Anna Bond is the head of the family law department and has successfully litigated numerous cases throughout the state. In each case, Anna makes every effort to find a reasonable solution. However, when a reasonable solution cannot be found, Anna has the skills necessary to take the case to trial. Based on her courtroom presence, judges praise Anna for her professionalism and diligent preparation.
Some examples of our work:
- We successfully resolved a protracted and contentious divorce with marital assets exceeding 10 million dollars;
- We litigated a case in which an abused wife was awarded sole custody of her child;
- We helped a couple obtain custody of the children in a case in which the biological mother was deemed unfit to parent;
- We helped a woman achieve a fair property settlement and she was awarded maintenance, where the husband made every effort to leave the woman penniless;
- We successfully achieved joint custody for a father who was accused by his wife of abuse and that he was an unfit parent;
- We blocked an ex-wife’s plan to prevent our client from having any visitation rights with his children;
- We helped a man who was precluded from seeing his son reunite with his child. The client now has regular parenting time and the relationship between father and son has been restored.
What our clients say about us:
After years of frustration and being told to “give up” on gaining custody of my stepchildren, my husband and I turned to Anna Bond. She not only fought for us, but she fought for our children. She was the calm voice leading us through the storm. She listened to us and believed in us when other attorneys did not. There were many times we felt like it was a losing battle, and that we had no hope. Anna was always there to push us through and to remind us that it could be done. Being able to know my children are in a safe environment has completely changed all of our lives. I can’t imagine anyone I would recommend higher, and I think of what she has done for us on a daily basis. THANK YOU!
Frequently asked questions:
- HOW LONG DOES A DIVORCE TAKE?
Colorado law does not allow you to get a divorce in less than 90 days. Most cases take between six months and a year. It is our goal to resolve your divorce as quickly as possible, including by agreement if appropriate.
- WHAT DO I DO UNTIL THE DIVORCE IS OVER?
After filing for divorce, a hearing can be requested to decide who lives where, who uses what property, payment of debts, amount of child support, child custody, etc. These “temporary” orders will be in effect until your divorce is final.
- WHAT IF MY SPOUSE TRIES TO HIDE ASSETS OR SPEND ALL OUR MONEY?
All Colorado divorce cases have automatic restraining orders that prohibit a spouse from hiding or disposing of property, disturbing the other spouse, or removing the children from Colorado.
- HOW WILL THE JUDGE DECIDE WHERE THE CHILDREN WILL LIVE, AMOUNT OF CHILD SUPPORT, HOLIDAYS, ETC.?
The general rule of law is that Judge must decide what is in the “best interests of the child.” In general, unless there are good reasons not to, both parents will have significant parenting time and will make decisions about what is best for the child.
Child support is based upon the gross income of each parent. The child support includes childcare, medical costs and other necessary expenses. Both parents must pay their share based on each of their gross income.
- WHAT IS MARITAL PROPERTY AND WHAT IS NOT?
All property is considered marital property unless it was acquired before the marriage, by inheritance or by separate gift. However, any increase in the value of separate property during the marriage is considered marital property.
- WHEN DOES A SPOUSE GET MAINTENANCE (also called Alimony)?
To receive maintenance/alimony, the Judge must find that you do not have enough property or income to provide for reasonable needs; you cannot support yourself through employment; or you are responsible for a child whose condition prevents you from seeking employment.
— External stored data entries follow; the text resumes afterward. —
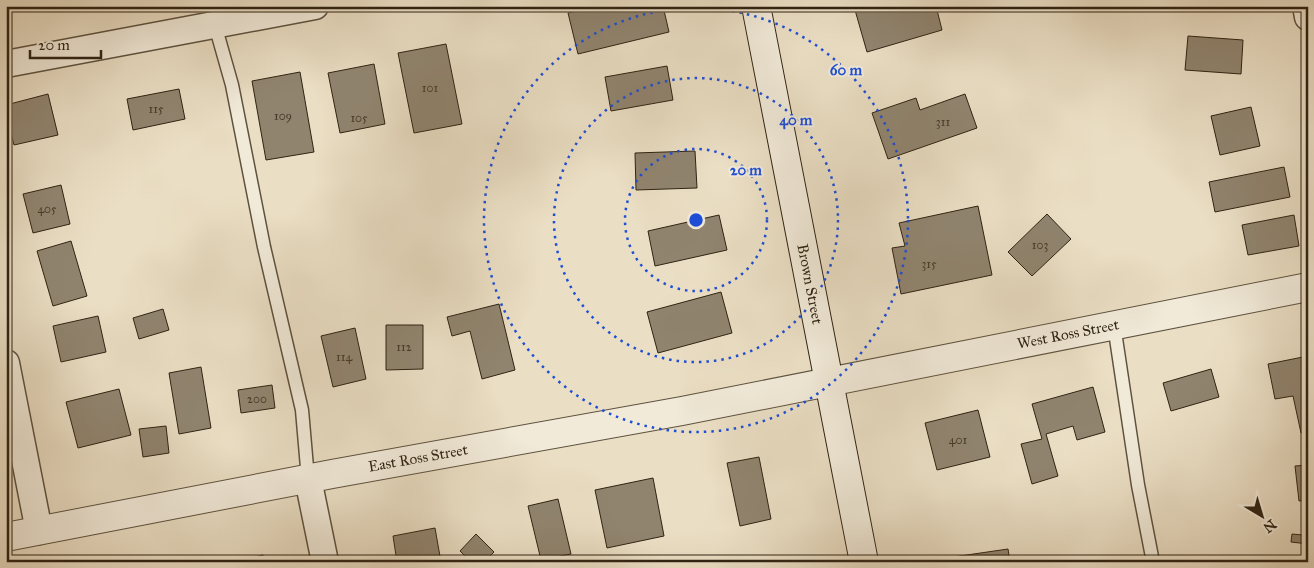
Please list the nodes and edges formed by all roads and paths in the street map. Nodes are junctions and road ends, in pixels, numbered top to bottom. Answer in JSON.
{"nodes":[{"id":1,"x":316,"y":6,"type":"edge"},
{"id":2,"x":756,"y":6,"type":"edge"},
{"id":3,"x":215,"y":25,"type":"junction"},
{"id":4,"x":6,"y":64,"type":"edge"},
{"id":5,"x":1308,"y":287,"type":"edge"},
{"id":6,"x":1114,"y":325,"type":"junction"},
{"id":7,"x":6,"y":363,"type":"edge"},
{"id":8,"x":829,"y":382,"type":"junction"},
{"id":9,"x":308,"y":479,"type":"junction"},
{"id":10,"x":39,"y":530,"type":"junction"},
{"id":11,"x":6,"y":537,"type":"edge"},
{"id":12,"x":325,"y":562,"type":"edge"},
{"id":13,"x":864,"y":562,"type":"edge"},
{"id":14,"x":1153,"y":562,"type":"edge"}],
"edges":[{"from":1,"to":3,"type":"street"},
{"from":2,"to":8,"type":"street","name":"Brown Street"},
{"from":3,"to":4,"type":"street"},
{"from":3,"to":9,"type":"lane"},
{"from":5,"to":6,"type":"street","name":"West Ross Street"},
{"from":6,"to":8,"type":"street","name":"West Ross Street"},
{"from":6,"to":14,"type":"lane"},
{"from":7,"to":10,"type":"street"},
{"from":8,"to":9,"type":"street","name":"East Ross Street"},
{"from":8,"to":13,"type":"street","name":"Brown Street"},
{"from":9,"to":10,"type":"street","name":"East Ross Street"},
{"from":9,"to":12,"type":"street"},
{"from":10,"to":11,"type":"street","name":"East Ross Street"}]}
- HOW IS THE DIVORCE FINALIZED?
Most divorces are resolved by settlement. If we are unable to reach a settlement, a hearing is held and Judge will decide all of the issues in your case.
- WHAT IF I CAN’T AFFORD LAWYER FEES?
If there is a large difference between you and your spouse’s income, the Judge can order one spouse to pay all or a portion of the other spouse’s legal fees. This is decided on a case-by-case basis.
All of the cases, set forth above are for purposes of example, and are not and should not be construed as a guarantee or predictor of future result.